L'université de Nanterre débloquée dans le calme après deux mois d'occupation

L'établissement de la banlieue ouest de Paris était le dernier à être bloqué.

L\'entrée d\'un bâtiment de l\'université de Nanterre (Hauts-de-Seine), bloquée, le 16 avril 2018.
L'entrée d'un bâtiment de l'université de Nanterre (Hauts-de-Seine), bloquée, le 16 avril 2018. (MAXPPP)

La fin à deux mois de blocage. Les derniers étudiants qui occupaient un bâtiment de l'université de Nanterre (Hauts-de-Seine) pour protester contre les nouvelles modalités d'entrée à la fac, ont quitté les lieux dans le calme, dans la soirée du mercredi 13 juin, après des négociations avec la présidence de l'établissement. 

Vers une "consultation" sur l'avenir de l'enseignement supérieur

Cette université de la banlieue ouest de Paris, qui compte 32 000 étudiants, était la dernière à être bloquée. Au plus fort de la mobilisation contre la nouvelle loi d'accès à l'enseignement supérieur, 4 universités sur 73 ont été bloquées et une dizaine de sites perturbés.

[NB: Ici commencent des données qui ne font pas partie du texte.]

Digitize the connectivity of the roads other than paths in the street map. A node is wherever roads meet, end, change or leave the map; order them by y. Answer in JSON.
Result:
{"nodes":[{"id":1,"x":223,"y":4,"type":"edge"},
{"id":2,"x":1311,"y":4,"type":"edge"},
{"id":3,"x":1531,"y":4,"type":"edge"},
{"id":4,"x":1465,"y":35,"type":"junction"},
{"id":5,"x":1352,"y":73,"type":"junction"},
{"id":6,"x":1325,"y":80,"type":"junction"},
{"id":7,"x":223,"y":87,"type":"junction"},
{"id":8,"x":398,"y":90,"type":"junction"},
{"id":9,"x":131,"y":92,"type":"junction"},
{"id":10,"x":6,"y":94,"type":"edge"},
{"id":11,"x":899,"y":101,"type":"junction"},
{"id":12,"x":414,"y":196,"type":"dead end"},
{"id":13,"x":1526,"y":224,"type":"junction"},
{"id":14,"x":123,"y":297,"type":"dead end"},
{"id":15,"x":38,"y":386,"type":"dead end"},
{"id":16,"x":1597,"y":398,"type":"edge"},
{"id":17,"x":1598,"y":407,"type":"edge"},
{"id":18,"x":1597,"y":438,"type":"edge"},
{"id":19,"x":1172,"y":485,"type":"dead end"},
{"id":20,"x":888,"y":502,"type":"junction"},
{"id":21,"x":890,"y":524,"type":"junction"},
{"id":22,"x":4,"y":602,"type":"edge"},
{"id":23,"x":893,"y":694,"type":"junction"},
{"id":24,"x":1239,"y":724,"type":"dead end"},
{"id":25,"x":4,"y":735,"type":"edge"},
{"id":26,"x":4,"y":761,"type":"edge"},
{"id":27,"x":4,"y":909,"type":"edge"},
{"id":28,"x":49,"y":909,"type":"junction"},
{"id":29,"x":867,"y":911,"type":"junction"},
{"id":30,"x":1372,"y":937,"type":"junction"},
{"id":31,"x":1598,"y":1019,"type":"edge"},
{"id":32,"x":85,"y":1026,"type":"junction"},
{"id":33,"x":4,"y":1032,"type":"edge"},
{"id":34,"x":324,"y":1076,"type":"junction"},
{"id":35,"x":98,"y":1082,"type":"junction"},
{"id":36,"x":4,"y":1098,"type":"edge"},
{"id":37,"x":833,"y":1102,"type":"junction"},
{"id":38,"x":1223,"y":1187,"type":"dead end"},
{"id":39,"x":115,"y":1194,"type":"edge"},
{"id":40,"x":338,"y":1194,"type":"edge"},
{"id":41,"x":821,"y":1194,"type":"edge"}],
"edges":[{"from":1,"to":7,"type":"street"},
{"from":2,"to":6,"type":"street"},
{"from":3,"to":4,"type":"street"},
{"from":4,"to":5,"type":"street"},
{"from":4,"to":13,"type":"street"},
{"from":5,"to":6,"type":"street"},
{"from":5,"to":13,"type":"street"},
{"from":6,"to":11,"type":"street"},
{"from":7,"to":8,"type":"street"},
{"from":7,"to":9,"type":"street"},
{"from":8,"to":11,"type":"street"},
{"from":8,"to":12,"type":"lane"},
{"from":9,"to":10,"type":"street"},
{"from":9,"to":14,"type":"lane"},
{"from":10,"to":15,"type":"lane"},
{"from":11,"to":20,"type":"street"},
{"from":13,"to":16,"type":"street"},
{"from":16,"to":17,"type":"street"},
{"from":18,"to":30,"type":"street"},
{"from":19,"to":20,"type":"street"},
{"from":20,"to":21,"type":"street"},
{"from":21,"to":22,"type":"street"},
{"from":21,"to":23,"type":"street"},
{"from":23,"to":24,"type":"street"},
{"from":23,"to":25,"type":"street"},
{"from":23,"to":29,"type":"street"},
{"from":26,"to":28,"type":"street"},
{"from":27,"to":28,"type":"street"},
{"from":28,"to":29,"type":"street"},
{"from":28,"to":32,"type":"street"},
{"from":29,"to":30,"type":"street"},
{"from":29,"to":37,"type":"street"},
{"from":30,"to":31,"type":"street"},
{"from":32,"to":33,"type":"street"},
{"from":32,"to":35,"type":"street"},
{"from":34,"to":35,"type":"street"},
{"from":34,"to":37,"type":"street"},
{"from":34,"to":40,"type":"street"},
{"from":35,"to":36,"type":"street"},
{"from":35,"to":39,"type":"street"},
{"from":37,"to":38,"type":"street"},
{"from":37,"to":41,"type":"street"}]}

La présidence de l'université de Nanterre a indiqué que le dialogue entamé pour permettre la levée du blocage donnerait lieu "à une consultation plus globale et participative sur l'avenir de l'enseignement supérieur, comme cela a été demandé par plusieurs membres de la communauté universitaire" ces derniers mois.

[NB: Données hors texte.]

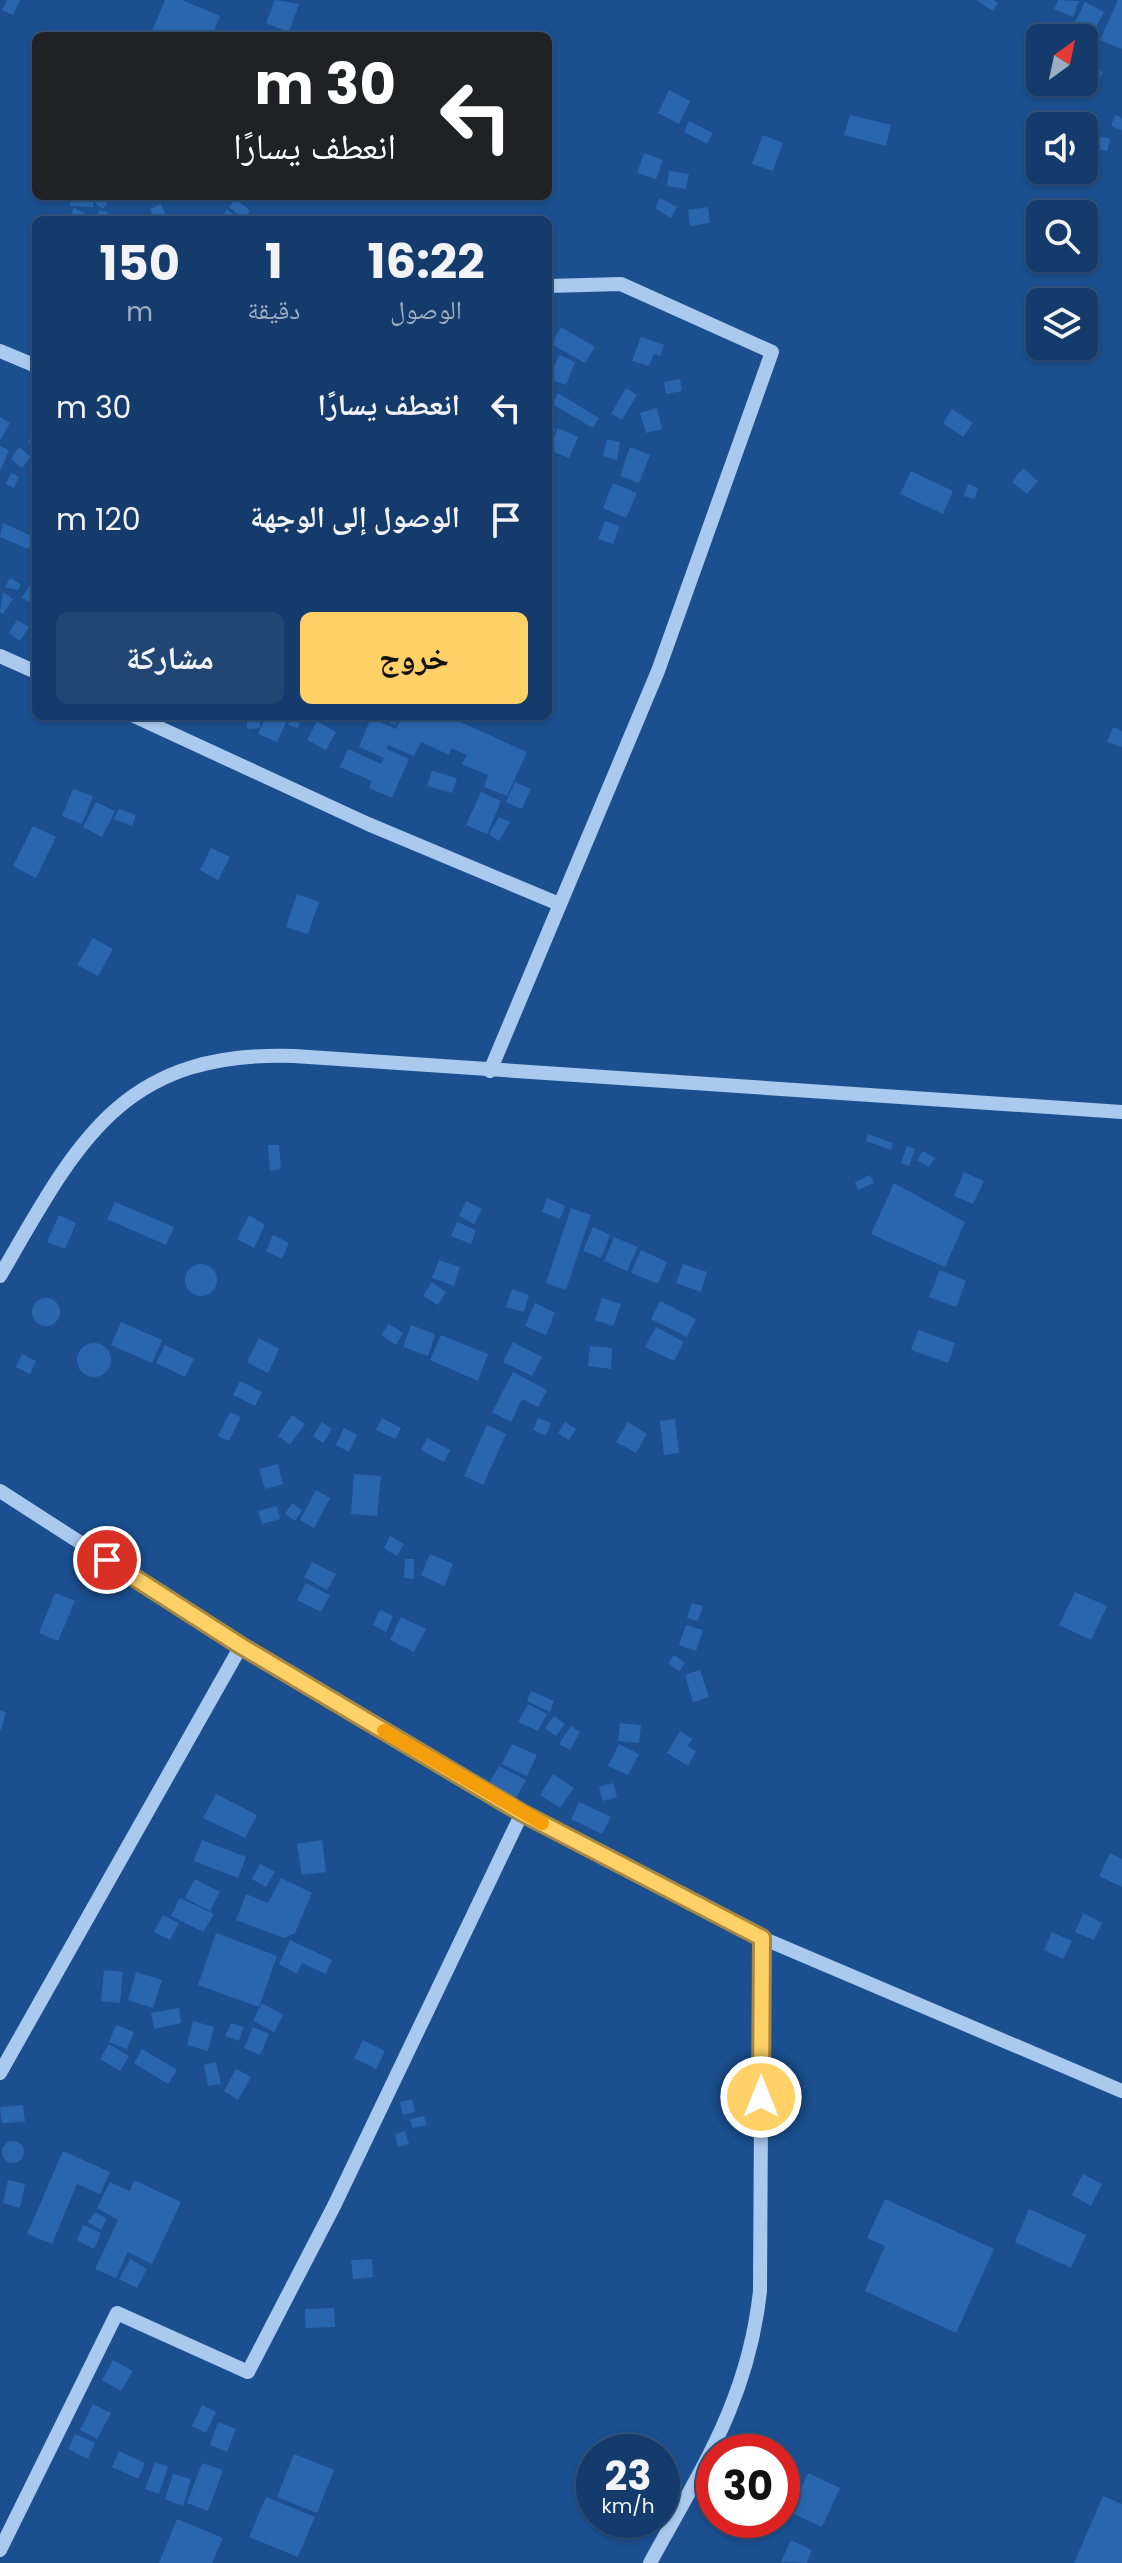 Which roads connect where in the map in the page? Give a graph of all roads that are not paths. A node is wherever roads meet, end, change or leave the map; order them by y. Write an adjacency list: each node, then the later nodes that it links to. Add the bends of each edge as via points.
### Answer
1 (552, 286): 7 (street, via 621,284 772,352 658,671)
2 (0, 351): 3 (street)
3 (32, 364)
4 (0, 656): 5 (street)
5 (32, 670)
6 (143, 720): 7 (street, via 368,824)
7 (559, 904): 8 (street)
8 (490, 1071): 9 (street); 10 (street, via 254,1055 214,1060 175,1073 139,1091 79,1145)
9 (1122, 1112)
10 (0, 1276)
11 (0, 1491): 12 (street)
12 (241, 1646): 13 (street); 15 (street)
13 (522, 1813): 14 (street); 17 (street, via 334,2206 248,2372 117,2313)
14 (762, 1938): 16 (street); 18 (street, via 756,2326 742,2384 724,2428)
15 (0, 2073)
16 (1122, 2091)
17 (0, 2550)
18 (650, 2563)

L'université de Paris-Nanterre était rentrée de plain-pied dans la contestation anti-loi ORE – la loi Orientation et réussite des étudiants votée début 2018, qui a modifié les modalités d'accès aux filières non sélectives – après l'intervention musclée de CRS demandée par la présidence en avril. Celle-ci souhaitait voir évacuer ce même bâtiment E, estimant qu'il était occupé par des personnes extérieures à l'établissement.